Columnistas

El cero y el infinito
Autor: Carlos Alberto Gomez Fajardo
4 de Agosto de 2015


Tal vez al lector de estas líneas le ha ocurrido lo que ocasionalmente pasa con los libros, que se comportan como familiares y vecinos más o menos desconocidos: por años se da la ocasión fugaz de verlos, los saludamos levemente, ansiando en secreto una ocasión que nunca llega: la de sentarnos a compartir un café o un vino y un buen rato de conversación.

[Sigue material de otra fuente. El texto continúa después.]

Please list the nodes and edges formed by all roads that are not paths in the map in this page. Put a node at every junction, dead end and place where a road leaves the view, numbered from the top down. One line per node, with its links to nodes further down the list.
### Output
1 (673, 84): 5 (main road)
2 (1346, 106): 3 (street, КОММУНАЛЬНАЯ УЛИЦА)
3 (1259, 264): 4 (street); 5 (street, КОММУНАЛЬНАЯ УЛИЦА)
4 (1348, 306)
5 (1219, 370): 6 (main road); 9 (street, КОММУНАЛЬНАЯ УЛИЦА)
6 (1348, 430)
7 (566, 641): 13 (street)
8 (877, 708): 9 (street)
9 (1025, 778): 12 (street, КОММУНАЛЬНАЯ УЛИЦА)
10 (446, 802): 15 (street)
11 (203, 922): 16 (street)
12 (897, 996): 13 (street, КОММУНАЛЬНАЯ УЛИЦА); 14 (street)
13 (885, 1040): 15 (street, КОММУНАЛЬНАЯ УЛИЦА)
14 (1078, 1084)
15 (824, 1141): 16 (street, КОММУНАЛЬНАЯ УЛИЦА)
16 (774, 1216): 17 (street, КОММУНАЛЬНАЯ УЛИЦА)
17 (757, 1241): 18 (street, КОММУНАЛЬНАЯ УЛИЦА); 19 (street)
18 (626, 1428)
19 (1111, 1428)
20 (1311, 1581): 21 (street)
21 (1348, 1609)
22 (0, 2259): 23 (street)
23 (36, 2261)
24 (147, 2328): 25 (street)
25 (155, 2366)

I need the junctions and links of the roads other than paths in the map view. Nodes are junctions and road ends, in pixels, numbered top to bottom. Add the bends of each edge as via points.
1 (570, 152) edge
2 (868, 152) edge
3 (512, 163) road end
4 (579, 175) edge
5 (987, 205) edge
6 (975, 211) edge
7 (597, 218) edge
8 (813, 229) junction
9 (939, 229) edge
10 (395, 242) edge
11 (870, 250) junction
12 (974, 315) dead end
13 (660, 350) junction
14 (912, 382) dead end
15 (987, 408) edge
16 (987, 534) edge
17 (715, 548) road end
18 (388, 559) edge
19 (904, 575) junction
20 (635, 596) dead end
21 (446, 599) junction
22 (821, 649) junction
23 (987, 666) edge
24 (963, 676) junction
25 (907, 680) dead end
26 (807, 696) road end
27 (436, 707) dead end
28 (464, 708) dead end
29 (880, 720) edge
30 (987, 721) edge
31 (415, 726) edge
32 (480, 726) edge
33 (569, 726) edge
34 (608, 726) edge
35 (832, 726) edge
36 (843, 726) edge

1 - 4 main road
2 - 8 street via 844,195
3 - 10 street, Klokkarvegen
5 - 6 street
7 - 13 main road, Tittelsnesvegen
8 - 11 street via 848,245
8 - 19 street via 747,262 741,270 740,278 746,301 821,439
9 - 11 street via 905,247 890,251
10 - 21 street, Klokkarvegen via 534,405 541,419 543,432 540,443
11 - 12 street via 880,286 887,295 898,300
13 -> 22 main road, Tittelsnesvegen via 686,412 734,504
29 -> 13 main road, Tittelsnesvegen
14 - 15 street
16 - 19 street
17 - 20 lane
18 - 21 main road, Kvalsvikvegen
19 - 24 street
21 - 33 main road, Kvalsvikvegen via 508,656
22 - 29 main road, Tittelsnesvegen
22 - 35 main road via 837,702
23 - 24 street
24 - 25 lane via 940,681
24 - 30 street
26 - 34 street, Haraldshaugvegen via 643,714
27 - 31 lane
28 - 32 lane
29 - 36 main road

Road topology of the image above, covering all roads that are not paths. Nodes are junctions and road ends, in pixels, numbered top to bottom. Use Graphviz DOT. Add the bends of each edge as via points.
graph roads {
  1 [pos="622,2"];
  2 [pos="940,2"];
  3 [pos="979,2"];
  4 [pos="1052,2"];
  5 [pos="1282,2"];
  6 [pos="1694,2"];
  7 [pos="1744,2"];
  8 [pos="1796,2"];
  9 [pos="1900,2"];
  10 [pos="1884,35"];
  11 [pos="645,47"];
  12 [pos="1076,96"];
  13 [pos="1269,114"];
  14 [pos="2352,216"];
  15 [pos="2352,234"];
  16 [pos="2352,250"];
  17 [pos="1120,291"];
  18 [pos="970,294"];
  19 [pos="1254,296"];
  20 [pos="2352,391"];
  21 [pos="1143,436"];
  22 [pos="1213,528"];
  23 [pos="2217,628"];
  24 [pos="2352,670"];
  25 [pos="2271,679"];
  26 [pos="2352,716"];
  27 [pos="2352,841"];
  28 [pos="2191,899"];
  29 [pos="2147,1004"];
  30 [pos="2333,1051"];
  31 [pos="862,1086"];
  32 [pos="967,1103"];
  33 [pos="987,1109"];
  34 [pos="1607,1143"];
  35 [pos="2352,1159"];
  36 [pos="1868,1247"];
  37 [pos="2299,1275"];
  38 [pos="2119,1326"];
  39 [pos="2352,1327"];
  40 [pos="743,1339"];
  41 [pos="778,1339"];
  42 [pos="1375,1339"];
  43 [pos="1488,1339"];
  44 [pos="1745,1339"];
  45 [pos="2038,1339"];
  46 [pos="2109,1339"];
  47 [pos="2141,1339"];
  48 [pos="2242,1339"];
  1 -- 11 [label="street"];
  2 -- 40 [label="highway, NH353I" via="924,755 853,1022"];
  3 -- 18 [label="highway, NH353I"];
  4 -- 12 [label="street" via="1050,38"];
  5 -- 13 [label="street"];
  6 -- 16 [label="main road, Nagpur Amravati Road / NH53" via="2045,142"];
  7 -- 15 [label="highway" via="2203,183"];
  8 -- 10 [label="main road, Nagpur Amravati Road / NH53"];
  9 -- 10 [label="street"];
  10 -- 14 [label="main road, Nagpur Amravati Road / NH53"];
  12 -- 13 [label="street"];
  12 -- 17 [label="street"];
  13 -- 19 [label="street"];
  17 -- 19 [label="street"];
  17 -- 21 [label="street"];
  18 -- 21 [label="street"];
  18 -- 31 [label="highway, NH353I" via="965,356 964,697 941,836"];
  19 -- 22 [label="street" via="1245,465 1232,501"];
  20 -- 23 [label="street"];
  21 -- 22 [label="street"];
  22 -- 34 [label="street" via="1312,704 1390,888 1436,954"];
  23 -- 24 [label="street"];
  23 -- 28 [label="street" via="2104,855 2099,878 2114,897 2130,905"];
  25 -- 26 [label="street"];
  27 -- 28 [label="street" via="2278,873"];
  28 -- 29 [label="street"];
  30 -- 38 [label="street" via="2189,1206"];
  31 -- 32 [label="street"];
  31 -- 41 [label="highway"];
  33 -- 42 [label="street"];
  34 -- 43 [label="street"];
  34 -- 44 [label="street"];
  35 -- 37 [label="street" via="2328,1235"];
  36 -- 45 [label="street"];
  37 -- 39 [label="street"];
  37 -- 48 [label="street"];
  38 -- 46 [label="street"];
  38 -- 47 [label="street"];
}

Tal vez al lector de estas líneas le ha ocurrido lo que ocasionalmente pasa con los libros, que se comportan como  familiares y vecinos más o menos desconocidos: por años se da la ocasión fugaz de verlos,  los saludamos levemente, ansiando en secreto  una ocasión que nunca llega: la de sentarnos a compartir un café o un vino  y un buen rato de conversación. Este fue el caso de uno de los títulos que mantuvo por años un discreto anonimato, oculto  entre los estantes de mi biblioteca. Allí estaba, siempre entre los pendientes de leer: El cero y el infinito, una inquietante novela, comparable a la del proceso kafkiano y a los archipiélagos Gulag. Una buena tarde, por fin, se ha propiciado el encuentro. La leo y encuentro que se trata, en resumen, de una de las obras literarias de la mejor calidad y envergadura humanística del siglo XX.


Su autor, el húngaro Arthur Koestler fue protagonista de los procesos políticos e históricos más importantes del siglo XX. Conoció de cerca los procesos de 1935, cuando el dictador Stalin personalmente se ocupó de las purgas, del homicidio de todo aquel que representase un peligro para su poder superior al de cualquier zar, amparado en las quimeras de la dictadura del proletariado soviético, una de las formas más crueles  de socialización de la felicidad  de los seres humanos en esas interminables décadas. De modo contemporáneo al totalitarismo soviético se dio el nacionalsocialismo hitleriano, que argumentando cuestionables ideales de nación y de raza, convirtió a toda Europa en un desolado campo de sangre, de bombas, de alambradas, y en fin, de pérdida del sentido de lo humano. En los totalitarismos el individuo no cuenta, cuenta la quimérica supremacía  del estado y de los imaginarios intereses comunitarios  por encima de la dignidad de la persona.


En El cero y el infinito -Oscuridad al mediodía sería una traducción más precisa pero menos poética del título- se pone de manifiesto lo que sucede cuando el poder totalitario enfrenta –y de paso elimina- a las personas concretas que en determinado momento chocan contra la voluntad del dictador y  su séquito. El ser humano, reducido a la condición de parte mecánica e intercambiable de un entramado social, pierde su dimensión de dignidad y es aniquilado. ”En el partido la muerte no era un misterio, no tenía nada de romántica. Era una consecuencia lógica. Un factor con el que se contaba y que tenía un carácter más bien abstracto. Por otra parte, rara vez se hablaba de ‘muerte’, y no se empleaba casi nunca la palabra ‘ejecución’; la expresión habitual era ‘liquidación física’. Estas palabras no evocaban más que una sola idea concreta: el cese de toda actividad política. El acto de morir no era en sí más que un detalle técnico, sin ninguna pretensión de interesar. La muerte como factor en una ecuación lógica había perdido toda característica humana”.


Con el doloroso relato de Koestler no puede uno dejar de cuestionarse sobre la tremenda paradoja del tropical avance de los poderes totalitarios comunistas en América Latina. Bajo el signo de la hoz y el martillo, un signo de putrefacción en la adolorida Europa eslava, hoy superado, pero vivo en la producción exportadora de la isla caribeña, crecen las fuerzas de la izquierda latinoamericana. Resulta que en nuestra región continúa siendo imagen y signo de engañosos ideales. Por todos los límites de Colombia, desde el Caribe hasta las llanuras y las selvas tropicales,  a nuestro país lo rodean regímenes de inspiración marxista leninista. Y como cosa curiosa, en el interior de nuestros procesos electorales los comunistas-teñidos de diferentes colores (amarillo, verde, rojo, incluso azul) progresan en sus aspiraciones y en el ejercicio de un poder que no están dispuestos a dejar. La izquierda progresa, disfrazada de un “socialismo light”, en el fondo no es más que la repetición de los colosales errores políticos del siglo pasado: la aniquilación de la persona, sustituida por la idolatría a los poderes totalitarios.